- **Task statement**: Work out how many lines in the following entries contain the string "САДОВАЯ", and write only that number.

Stored data:

* * * *

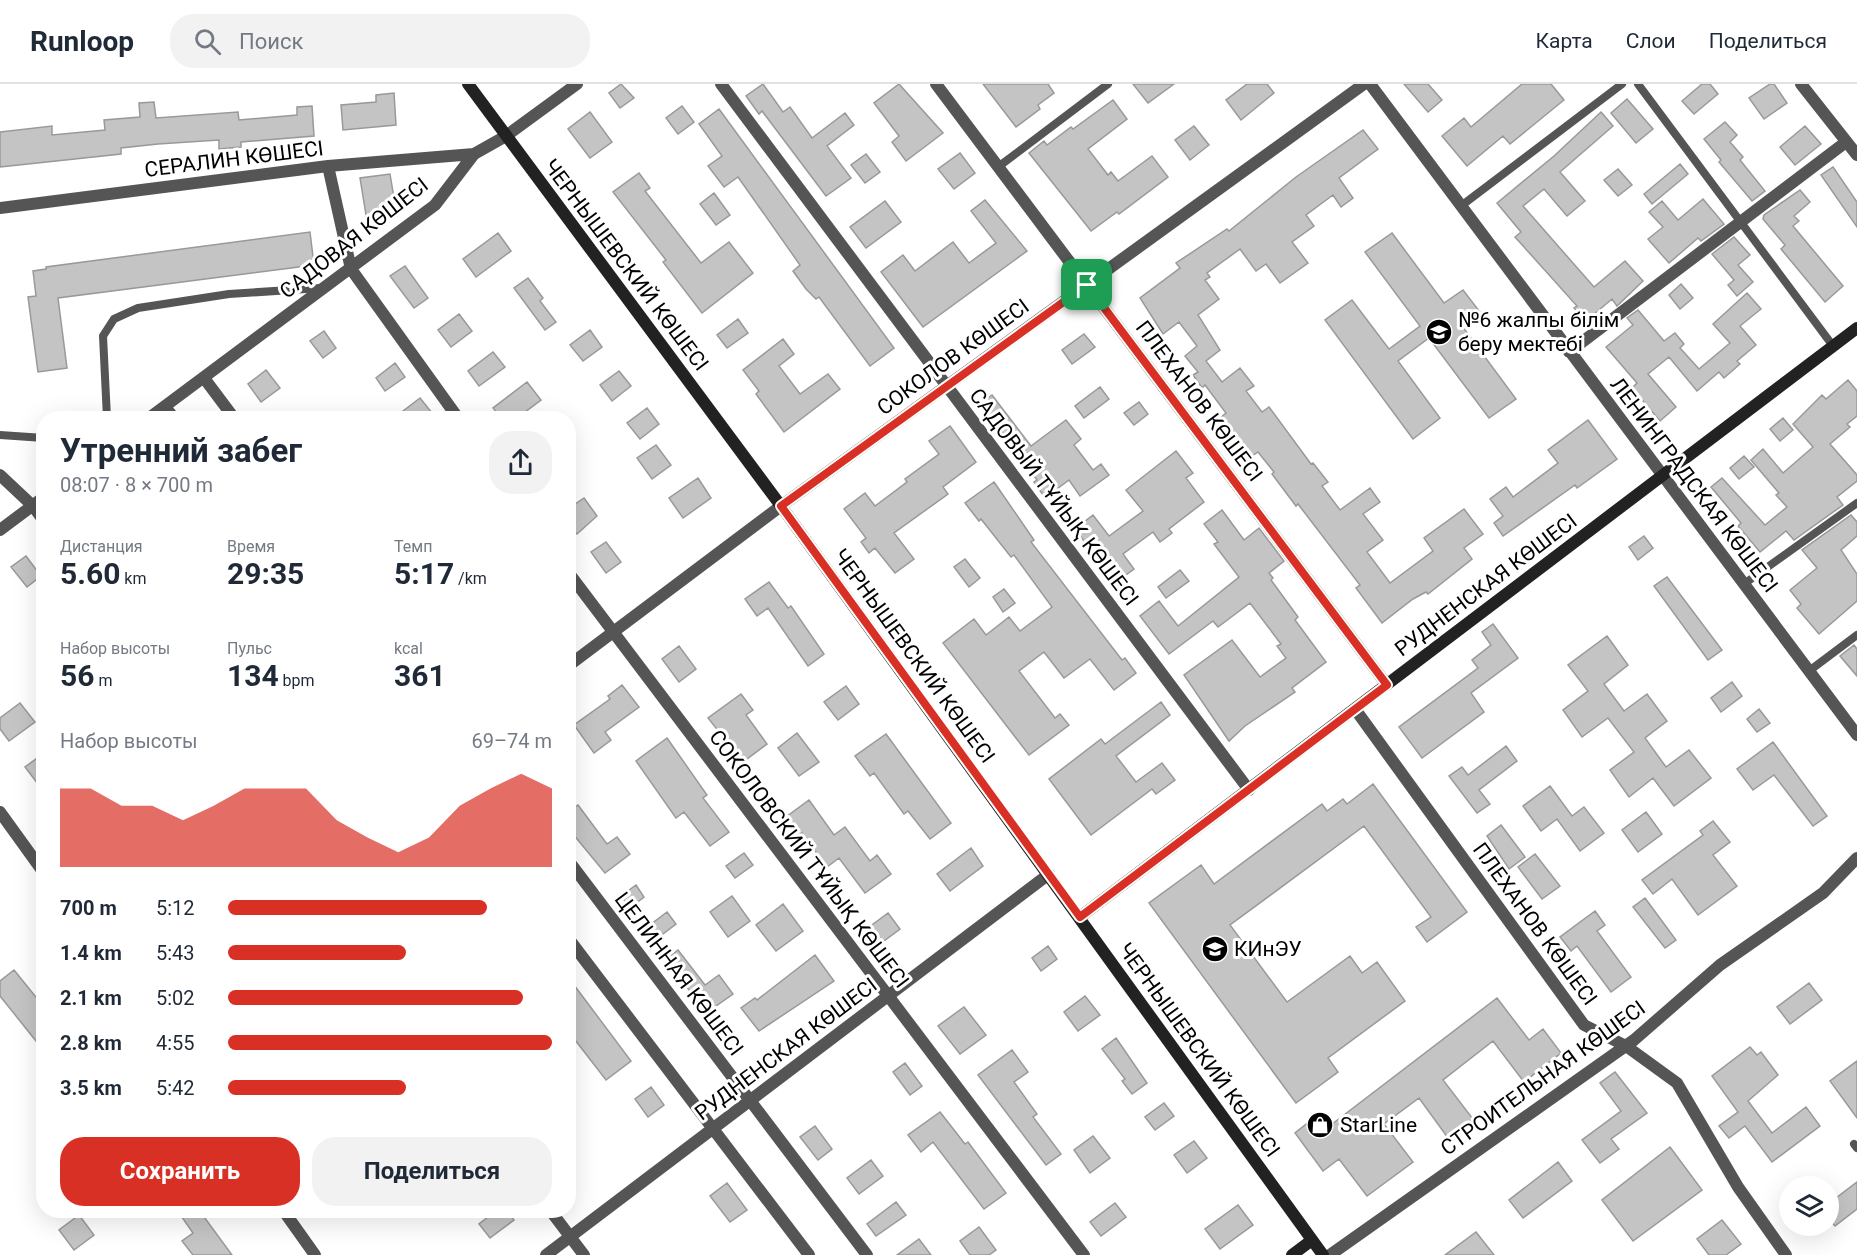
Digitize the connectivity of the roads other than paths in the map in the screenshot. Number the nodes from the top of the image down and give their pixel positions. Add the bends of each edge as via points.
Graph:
1 (468, 84) edge
2 (577, 84) edge
3 (721, 84) edge
4 (936, 84) edge
5 (1108, 84) edge
6 (1364, 84) edge
7 (1370, 84) edge
8 (1622, 84) edge
9 (1638, 84) edge
10 (1801, 84) edge
11 (506, 136) junction
12 (1846, 141) junction
13 (474, 154) junction
14 (1857, 155) edge
15 (328, 166) junction
16 (998, 167) junction
17 (1461, 206) junction
18 (0, 208) edge
19 (1742, 223) junction
20 (351, 269) junction
21 (1087, 285) junction
22 (325, 288) junction
23 (1857, 328) edge
24 (1833, 346) junction
25 (1569, 352) junction
26 (204, 378) junction
27 (947, 386) junction
28 (165, 407) junction
29 (107, 411) edge
30 (159, 411) edge
31 (168, 411) edge
32 (229, 411) edge
33 (453, 411) edge
34 (0, 435) edge
35 (36, 437) edge
36 (0, 475) edge
37 (1662, 476) junction
38 (1857, 503) edge
39 (36, 504) edge
40 (33, 506) junction
41 (781, 506) junction
42 (36, 510) edge
43 (0, 530) edge
44 (576, 583) edge
45 (1744, 584) junction
46 (612, 633) junction
47 (1857, 635) edge
48 (576, 660) edge
49 (1809, 671) junction
50 (1387, 685) junction
51 (1355, 709) junction
52 (1857, 735) edge
53 (1249, 790) junction
54 (0, 812) edge
55 (1857, 858) edge
56 (36, 862) edge
57 (576, 871) edge
58 (1049, 874) junction
59 (1080, 917) junction
60 (576, 949) edge
61 (889, 995) junction
62 (1626, 1046) junction
63 (750, 1100) junction
64 (713, 1129) junction
65 (289, 1218) edge
66 (556, 1218) edge
67 (570, 1237) junction
68 (1312, 1240) junction
69 (315, 1255) edge
70 (546, 1255) edge
71 (584, 1255) edge
72 (809, 1255) edge
73 (867, 1255) edge
74 (1084, 1255) edge
75 (1292, 1255) edge
76 (1323, 1255) edge
77 (1330, 1255) edge
78 (1786, 1255) edge

1 - 11 street, ЧЕРНЫШЕВСКИЙ КӨШЕСІ
2 - 11 street, САДОВАЯ КӨШЕСІ
3 - 27 street, САДОВЫЙ ТҰЙЫҚ КӨШЕСІ
4 - 16 street, ПЛЕХАНОВ КӨШЕСІ
5 - 16 lane
6 - 21 street, СОКОЛОВ КӨШЕСІ
7 - 17 street, ЛЕНИНГРАДСКАЯ КӨШЕСІ
8 - 17 lane
9 - 19 lane
10 - 12 street
11 - 13 street, САДОВАЯ КӨШЕСІ
11 - 41 street, ЧЕРНЫШЕВСКИЙ КӨШЕСІ
12 - 14 street
12 - 19 street
13 - 15 street, СЕРАЛИН КӨШЕСІ
13 - 20 street, САДОВАЯ КӨШЕСІ via 435,206
15 - 18 street, СЕРАЛИН КӨШЕСІ
15 - 20 street
16 - 21 street, ПЛЕХАНОВ КӨШЕСІ
17 - 25 street, ЛЕНИНГРАДСКАЯ КӨШЕСІ
19 - 24 lane
19 - 25 street
20 - 22 street, САДОВАЯ КӨШЕСІ
20 - 33 street
21 - 27 street, СОКОЛОВ КӨШЕСІ
21 - 50 street, ПЛЕХАНОВ КӨШЕСІ
22 - 26 street, САДОВАЯ КӨШЕСІ
22 - 29 lane via 229,294 138,308 114,319 102,336
23 - 24 street, РУДНЕНСКАЯ КӨШЕСІ
24 - 37 street, РУДНЕНСКАЯ КӨШЕСІ
25 - 37 street, ЛЕНИНГРАДСКАЯ КӨШЕСІ
26 - 28 street, САДОВАЯ КӨШЕСІ
26 - 32 street
27 - 41 street, СОКОЛОВ КӨШЕСІ
27 - 53 street, САДОВЫЙ ТҰЙЫҚ КӨШЕСІ
28 - 30 street, САДОВАЯ КӨШЕСІ
28 - 31 street
34 - 35 lane
36 - 40 street
37 - 45 street, ЛЕНИНГРАДСКАЯ КӨШЕСІ
37 - 50 street, РУДНЕНСКАЯ КӨШЕСІ
38 - 45 lane
39 - 40 street
40 - 42 street
40 - 43 street
41 - 46 street, СОКОЛОВ КӨШЕСІ
41 - 58 street, ЧЕРНЫШЕВСКИЙ КӨШЕСІ
44 - 46 street, СОКОЛОВСКИЙ ТҰЙЫҚ КӨШЕСІ
45 - 49 street, ЛЕНИНГРАДСКАЯ КӨШЕСІ
46 - 48 street, СОКОЛОВ КӨШЕСІ
46 - 61 street, СОКОЛОВСКИЙ ТҰЙЫҚ КӨШЕСІ
47 - 49 lane
49 - 52 street, ЛЕНИНГРАДСКАЯ КӨШЕСІ
50 - 51 street, РУДНЕНСКАЯ КӨШЕСІ
51 - 53 street, РУДНЕНСКАЯ КӨШЕСІ
51 - 62 street, ПЛЕХАНОВ КӨШЕСІ via 1584,1025
53 - 59 street, РУДНЕНСКАЯ КӨШЕСІ
54 - 56 street
55 - 62 street, СТРОИТЕЛЬНАЯ КӨШЕСІ via 1823,893 1720,965
57 - 63 street, ЦЕЛИННАЯ КӨШЕСІ
58 - 59 street, ЧЕРНЫШЕВСКИЙ КӨШЕСІ
58 - 61 street, РУДНЕНСКАЯ КӨШЕСІ
59 - 68 street, ЧЕРНЫШЕВСКИЙ КӨШЕСІ
60 - 64 street
61 - 63 street, РУДНЕНСКАЯ КӨШЕСІ
61 - 74 street, СОКОЛОВСКИЙ ТҰЙЫҚ КӨШЕСІ
62 - 77 street, СТРОИТЕЛЬНАЯ КӨШЕСІ
62 - 78 street, ПЛЕХАНОВ КӨШЕСІ via 1677,1083 1738,1187
63 - 64 street, РУДНЕНСКАЯ КӨШЕСІ
63 - 73 street, ЦЕЛИННАЯ КӨШЕСІ
64 - 67 street, РУДНЕНСКАЯ КӨШЕСІ
64 - 72 street
65 - 69 street
66 - 67 street
67 - 70 street, РУДНЕНСКАЯ КӨШЕСІ
67 - 71 street
68 - 75 street
68 - 76 street, ЧЕРНЫШЕВСКИЙ КӨШЕСІ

* * * *

- **Response for this exercise**: 7